The theoretical use of torsionally propagated acoustic waves in the drill string to provide downhole communication was suggested in a paper entitled "A New Approach to Drill-String Acoustic Telemetry" by Squire and Whitehouse. This paper, SPE 8340, was presented at the Fall 1979 conference of the Society of Petroleum Engineers of AIME.
Certain other devices which bear a passing resemblance to a circulation sub are known. These devices are used either in testing formations for the presence of hydrocarbons after well completion or as disaster valves in production wells. They resemble circulation subs to the extent that they are suitable for remotely opening or closing a port in a pipe wall during the time that pipe is in a well.
Examples of such devices include the formation fluid sampling tools found in U.S. Pat. No. 3,664,415, to Wray et al and 3,850,250, to Holder, et al. Both use surface pumps to artificially enhance a downhole pressure used to open or close a sleeve valve covering the sample ports.
It is apparent that the prior art does not disclose or suggest using the pressure of the pipe bore drilling fluid as the motive fluid to open circulation ports in a circulation sub. Similarly the prior art does not show an electrically actuated control valve to control the disposition and use of such fluids. The use of a splined or slotted shaft in a control valve is not disclosed, nor is the use of an electric motor to move such a control valve. The combination of these elements with an acoustic receiver is, to our knowledge, unique.
This invention relates to a downhole circulation sub having special application as a portion of a drill string. In its most desirable configuration, it allows substantially unrestricted flow through its central pipe bore. It is wholly self-contained, desirably battery-powered, and actuated by a coded acoustic signal from the surface. It need not have any electrical connections to the surface, nor does it require the insertion of any mechanical artifices in the wellbore fluid to activate it.
The circulation sub assembly is desirably made of several major functional portions. A piston sleeve, held in place by a regulator spring, covers the drilling fluid circulation ports during normal drilling. When passage of drilling fluids from the pipe bore to the wellbore annulus is required, an acoustic signal is sent down from the surface to the acoustic receiver. This receiver, with its associated motor control circuitry and motor drive mechanism, moves a control valve. The control valve allows the high pressure of the pipe bore to press against the piston sleeve in such a way that it moves into a position no longer blocking the circulation ports.
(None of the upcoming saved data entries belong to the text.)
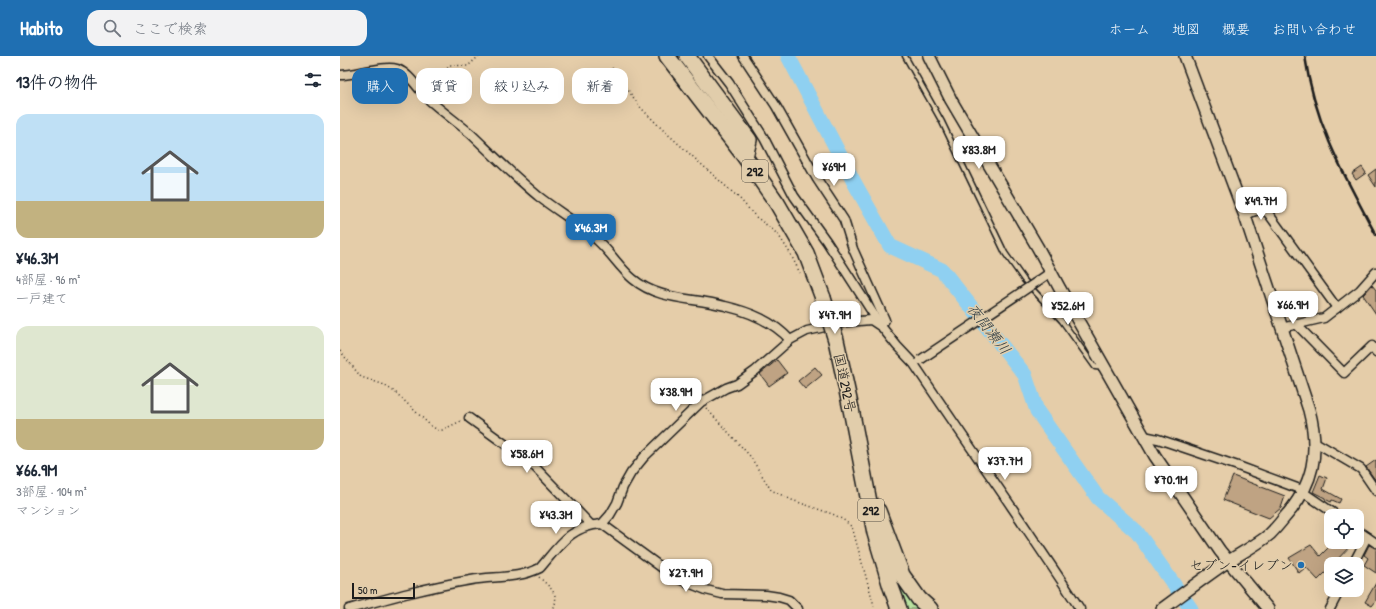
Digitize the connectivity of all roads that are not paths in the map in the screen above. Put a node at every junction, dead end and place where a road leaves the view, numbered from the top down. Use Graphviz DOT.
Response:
graph roads {
  1 [pos="667,56"];
  2 [pos="687,56"];
  3 [pos="708,56"];
  4 [pos="744,56"];
  5 [pos="905,56"];
  6 [pos="930,56"];
  7 [pos="1185,56"];
  8 [pos="340,75"];
  9 [pos="745,157"];
  10 [pos="1245,216"];
  11 [pos="1051,272"];
  12 [pos="1376,272"];
  13 [pos="1337,308"];
  14 [pos="1296,324"];
  15 [pos="881,326"];
  16 [pos="1281,328"];
  17 [pos="790,340"];
  18 [pos="1376,352"];
  19 [pos="917,362"];
  20 [pos="1105,368"];
  21 [pos="469,418"];
  22 [pos="1144,436"];
  23 [pos="1315,442"];
  24 [pos="863,471"];
  25 [pos="1303,491"];
  26 [pos="1376,491"];
  27 [pos="1328,509"];
  28 [pos="590,524"];
  29 [pos="602,524"];
  30 [pos="1364,535"];
  31 [pos="1367,537"];
  32 [pos="1376,543"];
  33 [pos="1357,557"];
  34 [pos="1228,561"];
  35 [pos="1336,597"];
  36 [pos="349,609"];
  37 [pos="798,609"];
  38 [pos="899,609"];
  39 [pos="930,609"];
  40 [pos="1080,609"];
  41 [pos="1162,609"];
  42 [pos="1268,609"];
  43 [pos="1330,609"];
  1 -- 9 [label="highway, 国道292号 / 292"];
  2 -- 9 [label="highway"];
  3 -- 15 [label="street"];
  4 -- 15 [label="street"];
  5 -- 20 [label="lane"];
  6 -- 11 [label="street"];
  7 -- 10 [label="street"];
  8 -- 17 [label="street"];
  9 -- 24 [label="highway, 国道292号 / 292, bridge"];
  10 -- 13 [label="street"];
  10 -- 16 [label="street"];
  11 -- 19 [label="street, bridge"];
  11 -- 20 [label="street"];
  12 -- 13 [label="street"];
  13 -- 14 [label="street"];
  14 -- 16 [label="street"];
  14 -- 18 [label="street"];
  15 -- 17 [label="street"];
  15 -- 19 [label="street"];
  16 -- 23 [label="street"];
  17 -- 29 [label="street"];
  19 -- 40 [label="street"];
  20 -- 22 [label="street"];
  21 -- 28 [label="street"];
  22 -- 25 [label="street"];
  22 -- 34 [label="street"];
  23 -- 25 [label="street"];
  23 -- 26 [label="street"];
  24 -- 38 [label="highway, 国道292号 / 292"];
  24 -- 39 [label="highway"];
  25 -- 27 [label="street"];
  25 -- 34 [label="street"];
  28 -- 29 [label="street"];
  28 -- 36 [label="street"];
  29 -- 37 [label="street"];
  30 -- 31 [label="street"];
  31 -- 32 [label="street"];
  31 -- 33 [label="street"];
  34 -- 41 [label="street"];
  34 -- 42 [label="street"];
  35 -- 43 [label="street"];
}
This device has utility in circumstances where no disclosed prior art device would be useful. For instance, other prior art circulation subs require the insertion of a steel ball or a go-devil to actuate the sub. In periods of high formation fluid outflow, the inserted balls and go-devils may not reach their intended destination. The acoustic signal used by the inventive device is reliable under such circumstances.
It should be noted that even if the kicking well is quiet enough to allow the insertion of a ball or go-devil, such implements may take upwards of five minutes to reach their intended downhole position. The acoustic transmission is much faster.
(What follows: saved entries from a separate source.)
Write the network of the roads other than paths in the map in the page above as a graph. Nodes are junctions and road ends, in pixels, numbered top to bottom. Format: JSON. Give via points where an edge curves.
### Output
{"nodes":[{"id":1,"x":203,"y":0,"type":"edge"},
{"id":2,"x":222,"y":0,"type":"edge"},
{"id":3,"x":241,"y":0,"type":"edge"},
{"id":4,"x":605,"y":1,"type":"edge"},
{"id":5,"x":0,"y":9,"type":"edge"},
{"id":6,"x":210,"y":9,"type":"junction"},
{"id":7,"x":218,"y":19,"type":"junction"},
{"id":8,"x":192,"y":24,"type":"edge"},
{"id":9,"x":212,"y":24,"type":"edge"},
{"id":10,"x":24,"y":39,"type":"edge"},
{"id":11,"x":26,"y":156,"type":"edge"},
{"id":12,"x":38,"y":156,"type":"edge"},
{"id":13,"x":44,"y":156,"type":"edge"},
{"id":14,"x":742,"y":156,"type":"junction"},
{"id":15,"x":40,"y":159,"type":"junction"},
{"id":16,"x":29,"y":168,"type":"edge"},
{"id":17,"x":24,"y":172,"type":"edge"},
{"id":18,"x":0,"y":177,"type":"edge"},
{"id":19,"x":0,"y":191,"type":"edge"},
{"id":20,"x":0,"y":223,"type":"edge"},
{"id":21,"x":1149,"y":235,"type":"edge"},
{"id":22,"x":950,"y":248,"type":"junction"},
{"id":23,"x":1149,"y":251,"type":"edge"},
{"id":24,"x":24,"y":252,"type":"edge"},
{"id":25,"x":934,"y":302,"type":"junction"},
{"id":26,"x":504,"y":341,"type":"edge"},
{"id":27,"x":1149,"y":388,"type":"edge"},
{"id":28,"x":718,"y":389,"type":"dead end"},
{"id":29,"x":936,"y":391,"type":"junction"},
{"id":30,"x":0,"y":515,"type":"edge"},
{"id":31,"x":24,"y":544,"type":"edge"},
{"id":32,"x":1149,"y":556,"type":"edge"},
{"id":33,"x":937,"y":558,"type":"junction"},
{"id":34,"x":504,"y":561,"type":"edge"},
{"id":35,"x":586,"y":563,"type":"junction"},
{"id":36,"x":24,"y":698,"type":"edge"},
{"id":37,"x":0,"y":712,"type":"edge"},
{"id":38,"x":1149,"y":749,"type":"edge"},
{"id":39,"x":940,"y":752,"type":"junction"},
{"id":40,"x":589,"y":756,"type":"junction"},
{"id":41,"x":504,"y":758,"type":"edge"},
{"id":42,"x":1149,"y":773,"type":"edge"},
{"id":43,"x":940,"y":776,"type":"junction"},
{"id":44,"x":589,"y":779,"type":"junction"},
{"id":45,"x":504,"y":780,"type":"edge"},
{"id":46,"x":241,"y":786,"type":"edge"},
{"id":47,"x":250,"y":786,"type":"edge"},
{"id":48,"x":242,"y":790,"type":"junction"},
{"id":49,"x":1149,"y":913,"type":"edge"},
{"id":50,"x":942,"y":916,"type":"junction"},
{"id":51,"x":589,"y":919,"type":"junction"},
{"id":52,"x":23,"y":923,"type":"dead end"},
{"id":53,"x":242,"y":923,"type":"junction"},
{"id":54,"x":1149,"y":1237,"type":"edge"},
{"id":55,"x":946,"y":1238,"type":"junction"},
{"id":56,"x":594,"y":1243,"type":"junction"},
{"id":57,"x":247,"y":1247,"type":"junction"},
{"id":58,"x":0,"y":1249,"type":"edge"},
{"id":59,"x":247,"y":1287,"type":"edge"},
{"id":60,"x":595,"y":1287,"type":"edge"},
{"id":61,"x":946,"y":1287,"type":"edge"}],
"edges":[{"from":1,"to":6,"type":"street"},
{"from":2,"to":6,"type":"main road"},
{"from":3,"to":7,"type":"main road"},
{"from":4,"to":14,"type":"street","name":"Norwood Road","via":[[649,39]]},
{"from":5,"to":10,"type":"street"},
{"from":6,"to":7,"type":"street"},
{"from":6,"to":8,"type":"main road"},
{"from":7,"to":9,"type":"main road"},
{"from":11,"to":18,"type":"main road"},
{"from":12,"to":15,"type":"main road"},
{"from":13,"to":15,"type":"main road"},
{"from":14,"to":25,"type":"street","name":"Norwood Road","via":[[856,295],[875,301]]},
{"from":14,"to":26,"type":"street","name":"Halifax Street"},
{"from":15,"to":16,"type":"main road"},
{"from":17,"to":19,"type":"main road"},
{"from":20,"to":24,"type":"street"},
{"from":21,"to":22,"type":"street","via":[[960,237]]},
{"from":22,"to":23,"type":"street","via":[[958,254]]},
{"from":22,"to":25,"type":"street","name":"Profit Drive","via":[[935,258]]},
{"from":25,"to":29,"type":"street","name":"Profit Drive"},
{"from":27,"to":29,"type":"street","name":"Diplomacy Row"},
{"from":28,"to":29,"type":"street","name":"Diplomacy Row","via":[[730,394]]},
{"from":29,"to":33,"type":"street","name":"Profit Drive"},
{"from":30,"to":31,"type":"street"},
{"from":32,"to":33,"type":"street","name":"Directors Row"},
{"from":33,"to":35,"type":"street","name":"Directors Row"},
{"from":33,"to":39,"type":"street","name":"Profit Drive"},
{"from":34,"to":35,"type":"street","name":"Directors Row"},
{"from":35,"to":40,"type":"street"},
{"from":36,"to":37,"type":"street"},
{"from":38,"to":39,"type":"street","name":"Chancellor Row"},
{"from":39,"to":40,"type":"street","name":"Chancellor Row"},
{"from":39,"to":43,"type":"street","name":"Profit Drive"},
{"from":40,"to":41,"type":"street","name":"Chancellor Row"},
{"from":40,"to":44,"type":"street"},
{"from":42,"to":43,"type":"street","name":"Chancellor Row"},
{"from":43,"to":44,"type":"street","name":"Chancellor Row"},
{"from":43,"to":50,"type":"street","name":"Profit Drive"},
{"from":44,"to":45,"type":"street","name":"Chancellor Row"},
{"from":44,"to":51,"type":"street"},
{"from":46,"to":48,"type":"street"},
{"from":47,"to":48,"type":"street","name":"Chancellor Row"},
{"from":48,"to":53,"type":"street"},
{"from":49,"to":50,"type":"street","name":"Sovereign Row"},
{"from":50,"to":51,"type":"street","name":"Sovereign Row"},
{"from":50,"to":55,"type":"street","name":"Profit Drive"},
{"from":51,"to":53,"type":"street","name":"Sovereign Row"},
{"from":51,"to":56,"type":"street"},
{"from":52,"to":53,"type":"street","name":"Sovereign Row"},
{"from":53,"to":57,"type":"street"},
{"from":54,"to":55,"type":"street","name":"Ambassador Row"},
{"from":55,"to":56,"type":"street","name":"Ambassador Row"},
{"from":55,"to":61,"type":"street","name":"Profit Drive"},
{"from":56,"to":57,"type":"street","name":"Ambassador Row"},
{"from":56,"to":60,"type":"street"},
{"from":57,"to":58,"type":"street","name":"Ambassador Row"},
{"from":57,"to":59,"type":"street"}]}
FIG. 1 depicts a generalized schematic cross-section of the preferred embodiment.
FIGS. 2-4 show a detailed cross-section of the preferred embodiment.
FIG. 5 shows an elevation of the motor drive assembly used to actuate the control valve assembly.
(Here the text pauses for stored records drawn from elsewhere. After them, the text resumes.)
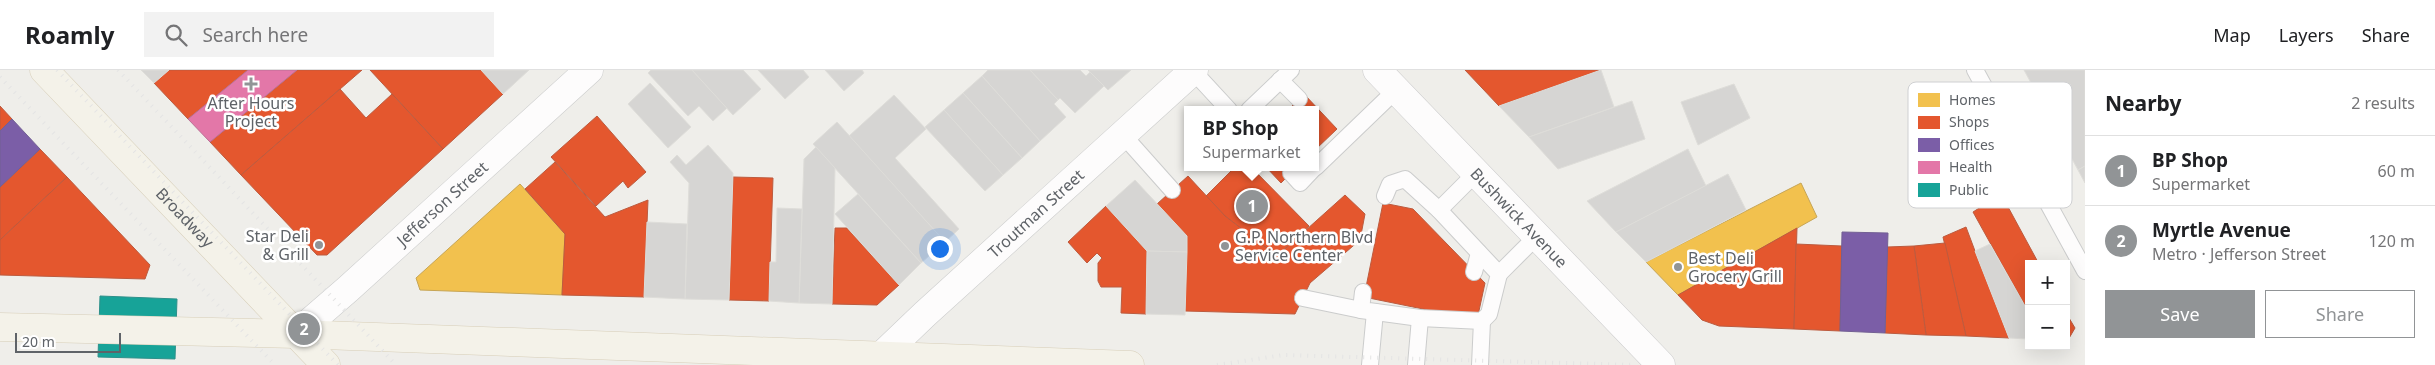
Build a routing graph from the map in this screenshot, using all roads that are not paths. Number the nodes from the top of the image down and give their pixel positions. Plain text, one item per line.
1 (44, 70) edge
2 (588, 70) edge
3 (1377, 70) edge
4 (1975, 70) edge
5 (1194, 71) edge
6 (1285, 75) edge
7 (1982, 82) edge
8 (1396, 90) junction
9 (1299, 99) dead end
10 (1225, 106) edge
11 (1259, 106) edge
12 (1123, 135) junction
13 (1319, 162) edge
14 (1311, 171) edge
15 (1291, 173) dead end
16 (1476, 173) junction
17 (1172, 190) dead end
18 (1385, 196) dead end
19 (2051, 208) edge
20 (1439, 210) junction
21 (1537, 236) junction
22 (1479, 253) junction
23 (2085, 271) edge
24 (1474, 272) dead end
25 (1499, 274) junction
26 (1363, 292) dead end
27 (1303, 298) dead end
28 (1368, 311) junction
29 (1420, 318) junction
30 (1482, 321) junction
31 (0, 327) edge
32 (296, 334) junction
33 (880, 357) junction
34 (326, 365) edge
35 (1130, 365) edge
36 (1370, 365) edge
37 (1416, 365) edge
38 (1480, 365) edge
39 (1661, 365) edge

1 - 32 main road, Broadway
2 - 32 street, Jefferson Street
3 - 8 street, Bushwick Avenue
4 - 7 lane
5 - 10 lane
5 - 12 street, Troutman Street
6 - 9 lane
6 - 11 lane
8 - 13 lane
8 - 16 street, Bushwick Avenue
12 - 17 lane
12 - 33 street, Troutman Street
14 - 15 lane
16 - 20 lane
16 - 21 street, Bushwick Avenue
18 - 20 lane
19 - 23 lane
20 - 22 lane
21 - 25 lane
21 - 39 street, Bushwick Avenue
22 - 24 lane
22 - 25 lane
25 - 30 lane
26 - 28 lane
27 - 28 lane
28 - 29 lane
28 - 36 lane
29 - 30 lane
29 - 37 lane
30 - 38 lane
31 - 32 main road
32 - 33 main road
32 - 34 main road, Broadway
33 - 35 main road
FIG. 6A provides a side view cross-section of the control valve assembly.
FIGS. 6B and 6C provide two top view cross-sections of a slotted valve stem.
FIGS. 7A-7C illustrate the manner in which the circulation sub operates.
The most desirable configuration of the inventive circulation sub, as illustrated in FIG. 1, is that of a short section of drill collar. The sub can then be attached to adjacent sections of drill collar using the attached tool joints. The sub can be mounted anywhere in the drill string that increased circulation is desired. Typically, however, the sub will be placed in the lower section of the drill string just above a downhole BOP. The circulation sub has an unrestricted pipe bore extending the length of the apparatus allowing drilling fluids to pass from the upper end to the lower end.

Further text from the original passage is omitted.